:: Problem details ::
Make an exact copy of every entry.

[Opening Record excerpts section]

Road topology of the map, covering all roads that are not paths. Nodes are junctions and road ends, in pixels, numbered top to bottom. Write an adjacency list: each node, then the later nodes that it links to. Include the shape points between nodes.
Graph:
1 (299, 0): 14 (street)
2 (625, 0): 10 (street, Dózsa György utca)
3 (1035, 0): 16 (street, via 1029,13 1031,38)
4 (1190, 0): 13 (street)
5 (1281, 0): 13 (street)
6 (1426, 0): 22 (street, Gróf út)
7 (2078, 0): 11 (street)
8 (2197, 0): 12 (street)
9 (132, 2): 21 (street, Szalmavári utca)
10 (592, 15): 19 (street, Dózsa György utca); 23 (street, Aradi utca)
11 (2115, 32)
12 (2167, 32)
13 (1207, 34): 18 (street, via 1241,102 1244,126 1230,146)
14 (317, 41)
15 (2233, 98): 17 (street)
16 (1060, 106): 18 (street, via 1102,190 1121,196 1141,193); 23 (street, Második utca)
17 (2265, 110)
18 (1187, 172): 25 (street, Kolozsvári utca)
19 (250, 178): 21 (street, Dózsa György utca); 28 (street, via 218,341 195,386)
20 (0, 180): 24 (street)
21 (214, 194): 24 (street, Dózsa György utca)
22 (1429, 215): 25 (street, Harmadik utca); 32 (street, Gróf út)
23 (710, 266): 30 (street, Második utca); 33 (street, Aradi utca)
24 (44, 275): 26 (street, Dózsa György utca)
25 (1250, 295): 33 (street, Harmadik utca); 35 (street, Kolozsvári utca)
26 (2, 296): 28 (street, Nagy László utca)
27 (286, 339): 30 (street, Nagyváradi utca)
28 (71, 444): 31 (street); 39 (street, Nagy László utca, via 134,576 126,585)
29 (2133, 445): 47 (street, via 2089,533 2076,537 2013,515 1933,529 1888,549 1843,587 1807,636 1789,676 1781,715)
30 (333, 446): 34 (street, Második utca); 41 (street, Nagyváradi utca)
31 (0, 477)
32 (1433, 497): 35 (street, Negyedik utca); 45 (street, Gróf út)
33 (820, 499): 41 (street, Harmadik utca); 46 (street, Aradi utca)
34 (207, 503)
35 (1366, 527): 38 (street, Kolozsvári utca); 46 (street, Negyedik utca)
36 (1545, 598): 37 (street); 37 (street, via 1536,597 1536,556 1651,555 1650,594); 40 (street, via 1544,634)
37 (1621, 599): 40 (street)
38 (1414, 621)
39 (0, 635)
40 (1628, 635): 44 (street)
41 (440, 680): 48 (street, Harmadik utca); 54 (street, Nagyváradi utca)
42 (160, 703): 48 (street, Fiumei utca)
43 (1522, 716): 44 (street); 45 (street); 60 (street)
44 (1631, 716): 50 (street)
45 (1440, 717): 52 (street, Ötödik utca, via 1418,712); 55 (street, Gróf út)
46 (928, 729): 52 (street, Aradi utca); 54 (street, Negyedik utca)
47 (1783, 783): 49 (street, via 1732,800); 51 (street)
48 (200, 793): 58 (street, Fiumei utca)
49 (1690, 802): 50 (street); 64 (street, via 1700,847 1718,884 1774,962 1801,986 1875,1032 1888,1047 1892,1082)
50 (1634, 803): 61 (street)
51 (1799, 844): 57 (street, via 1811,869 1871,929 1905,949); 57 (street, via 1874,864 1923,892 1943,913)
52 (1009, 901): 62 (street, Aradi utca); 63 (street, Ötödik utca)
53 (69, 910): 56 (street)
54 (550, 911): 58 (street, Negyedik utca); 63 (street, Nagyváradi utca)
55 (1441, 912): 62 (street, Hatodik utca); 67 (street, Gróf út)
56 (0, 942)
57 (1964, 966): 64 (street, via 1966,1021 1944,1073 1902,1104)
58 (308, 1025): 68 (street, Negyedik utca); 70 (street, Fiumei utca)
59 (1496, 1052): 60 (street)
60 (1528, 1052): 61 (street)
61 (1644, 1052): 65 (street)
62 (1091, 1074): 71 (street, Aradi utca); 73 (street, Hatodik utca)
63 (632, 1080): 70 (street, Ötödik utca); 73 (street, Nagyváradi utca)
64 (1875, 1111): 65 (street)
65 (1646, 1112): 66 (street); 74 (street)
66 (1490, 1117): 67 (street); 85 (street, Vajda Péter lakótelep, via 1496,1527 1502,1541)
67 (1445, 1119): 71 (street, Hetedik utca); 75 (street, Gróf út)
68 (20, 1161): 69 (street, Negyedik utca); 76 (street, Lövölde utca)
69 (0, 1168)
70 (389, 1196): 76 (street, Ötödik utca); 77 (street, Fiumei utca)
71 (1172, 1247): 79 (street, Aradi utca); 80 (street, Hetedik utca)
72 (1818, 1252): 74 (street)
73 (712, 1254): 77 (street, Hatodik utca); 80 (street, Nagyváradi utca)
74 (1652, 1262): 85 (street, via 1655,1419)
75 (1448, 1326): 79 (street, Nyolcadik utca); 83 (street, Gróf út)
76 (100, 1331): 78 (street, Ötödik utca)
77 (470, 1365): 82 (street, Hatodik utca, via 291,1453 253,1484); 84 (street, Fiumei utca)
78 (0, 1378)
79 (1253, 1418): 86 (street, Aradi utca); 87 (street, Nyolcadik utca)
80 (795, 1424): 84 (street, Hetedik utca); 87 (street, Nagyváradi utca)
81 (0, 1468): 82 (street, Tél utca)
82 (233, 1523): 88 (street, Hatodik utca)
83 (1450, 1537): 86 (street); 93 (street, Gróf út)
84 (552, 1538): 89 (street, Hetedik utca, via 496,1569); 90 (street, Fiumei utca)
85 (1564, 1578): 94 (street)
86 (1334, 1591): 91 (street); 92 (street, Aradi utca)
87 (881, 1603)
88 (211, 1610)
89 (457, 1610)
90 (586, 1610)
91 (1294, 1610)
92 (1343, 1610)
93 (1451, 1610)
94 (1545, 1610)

[Closing Record excerpts section]

:: Answer box ::
Road topology of the map, covering all roads that are not paths. Nodes are junctions and road ends, in pixels, numbered top to bottom. Write an adjacency list: each node, then the later nodes that it links to. Include the shape points between nodes.
Graph:
1 (299, 0): 14 (street)
2 (625, 0): 10 (street, Dózsa György utca)
3 (1035, 0): 16 (street, via 1029,13 1031,38)
4 (1190, 0): 13 (street)
5 (1281, 0): 13 (street)
6 (1426, 0): 22 (street, Gróf út)
7 (2078, 0): 11 (street)
8 (2197, 0): 12 (street)
9 (132, 2): 21 (street, Szalmavári utca)
10 (592, 15): 19 (street, Dózsa György utca); 23 (street, Aradi utca)
11 (2115, 32)
12 (2167, 32)
13 (1207, 34): 18 (street, via 1241,102 1244,126 1230,146)
14 (317, 41)
15 (2233, 98): 17 (street)
16 (1060, 106): 18 (street, via 1102,190 1121,196 1141,193); 23 (street, Második utca)
17 (2265, 110)
18 (1187, 172): 25 (street, Kolozsvári utca)
19 (250, 178): 21 (street, Dózsa György utca); 28 (street, via 218,341 195,386)
20 (0, 180): 24 (street)
21 (214, 194): 24 (street, Dózsa György utca)
22 (1429, 215): 25 (street, Harmadik utca); 32 (street, Gróf út)
23 (710, 266): 30 (street, Második utca); 33 (street, Aradi utca)
24 (44, 275): 26 (street, Dózsa György utca)
25 (1250, 295): 33 (street, Harmadik utca); 35 (street, Kolozsvári utca)
26 (2, 296): 28 (street, Nagy László utca)
27 (286, 339): 30 (street, Nagyváradi utca)
28 (71, 444): 31 (street); 39 (street, Nagy László utca, via 134,576 126,585)
29 (2133, 445): 47 (street, via 2089,533 2076,537 2013,515 1933,529 1888,549 1843,587 1807,636 1789,676 1781,715)
30 (333, 446): 34 (street, Második utca); 41 (street, Nagyváradi utca)
31 (0, 477)
32 (1433, 497): 35 (street, Negyedik utca); 45 (street, Gróf út)
33 (820, 499): 41 (street, Harmadik utca); 46 (street, Aradi utca)
34 (207, 503)
35 (1366, 527): 38 (street, Kolozsvári utca); 46 (street, Negyedik utca)
36 (1545, 598): 37 (street); 37 (street, via 1536,597 1536,556 1651,555 1650,594); 40 (street, via 1544,634)
37 (1621, 599): 40 (street)
38 (1414, 621)
39 (0, 635)
40 (1628, 635): 44 (street)
41 (440, 680): 48 (street, Harmadik utca); 54 (street, Nagyváradi utca)
42 (160, 703): 48 (street, Fiumei utca)
43 (1522, 716): 44 (street); 45 (street); 60 (street)
44 (1631, 716): 50 (street)
45 (1440, 717): 52 (street, Ötödik utca, via 1418,712); 55 (street, Gróf út)
46 (928, 729): 52 (street, Aradi utca); 54 (street, Negyedik utca)
47 (1783, 783): 49 (street, via 1732,800); 51 (street)
48 (200, 793): 58 (street, Fiumei utca)
49 (1690, 802): 50 (street); 64 (street, via 1700,847 1718,884 1774,962 1801,986 1875,1032 1888,1047 1892,1082)
50 (1634, 803): 61 (street)
51 (1799, 844): 57 (street, via 1811,869 1871,929 1905,949); 57 (street, via 1874,864 1923,892 1943,913)
52 (1009, 901): 62 (street, Aradi utca); 63 (street, Ötödik utca)
53 (69, 910): 56 (street)
54 (550, 911): 58 (street, Negyedik utca); 63 (street, Nagyváradi utca)
55 (1441, 912): 62 (street, Hatodik utca); 67 (street, Gróf út)
56 (0, 942)
57 (1964, 966): 64 (street, via 1966,1021 1944,1073 1902,1104)
58 (308, 1025): 68 (street, Negyedik utca); 70 (street, Fiumei utca)
59 (1496, 1052): 60 (street)
60 (1528, 1052): 61 (street)
61 (1644, 1052): 65 (street)
62 (1091, 1074): 71 (street, Aradi utca); 73 (street, Hatodik utca)
63 (632, 1080): 70 (street, Ötödik utca); 73 (street, Nagyváradi utca)
64 (1875, 1111): 65 (street)
65 (1646, 1112): 66 (street); 74 (street)
66 (1490, 1117): 67 (street); 85 (street, Vajda Péter lakótelep, via 1496,1527 1502,1541)
67 (1445, 1119): 71 (street, Hetedik utca); 75 (street, Gróf út)
68 (20, 1161): 69 (street, Negyedik utca); 76 (street, Lövölde utca)
69 (0, 1168)
70 (389, 1196): 76 (street, Ötödik utca); 77 (street, Fiumei utca)
71 (1172, 1247): 79 (street, Aradi utca); 80 (street, Hetedik utca)
72 (1818, 1252): 74 (street)
73 (712, 1254): 77 (street, Hatodik utca); 80 (street, Nagyváradi utca)
74 (1652, 1262): 85 (street, via 1655,1419)
75 (1448, 1326): 79 (street, Nyolcadik utca); 83 (street, Gróf út)
76 (100, 1331): 78 (street, Ötödik utca)
77 (470, 1365): 82 (street, Hatodik utca, via 291,1453 253,1484); 84 (street, Fiumei utca)
78 (0, 1378)
79 (1253, 1418): 86 (street, Aradi utca); 87 (street, Nyolcadik utca)
80 (795, 1424): 84 (street, Hetedik utca); 87 (street, Nagyváradi utca)
81 (0, 1468): 82 (street, Tél utca)
82 (233, 1523): 88 (street, Hatodik utca)
83 (1450, 1537): 86 (street); 93 (street, Gróf út)
84 (552, 1538): 89 (street, Hetedik utca, via 496,1569); 90 (street, Fiumei utca)
85 (1564, 1578): 94 (street)
86 (1334, 1591): 91 (street); 92 (street, Aradi utca)
87 (881, 1603)
88 (211, 1610)
89 (457, 1610)
90 (586, 1610)
91 (1294, 1610)
92 (1343, 1610)
93 (1451, 1610)
94 (1545, 1610)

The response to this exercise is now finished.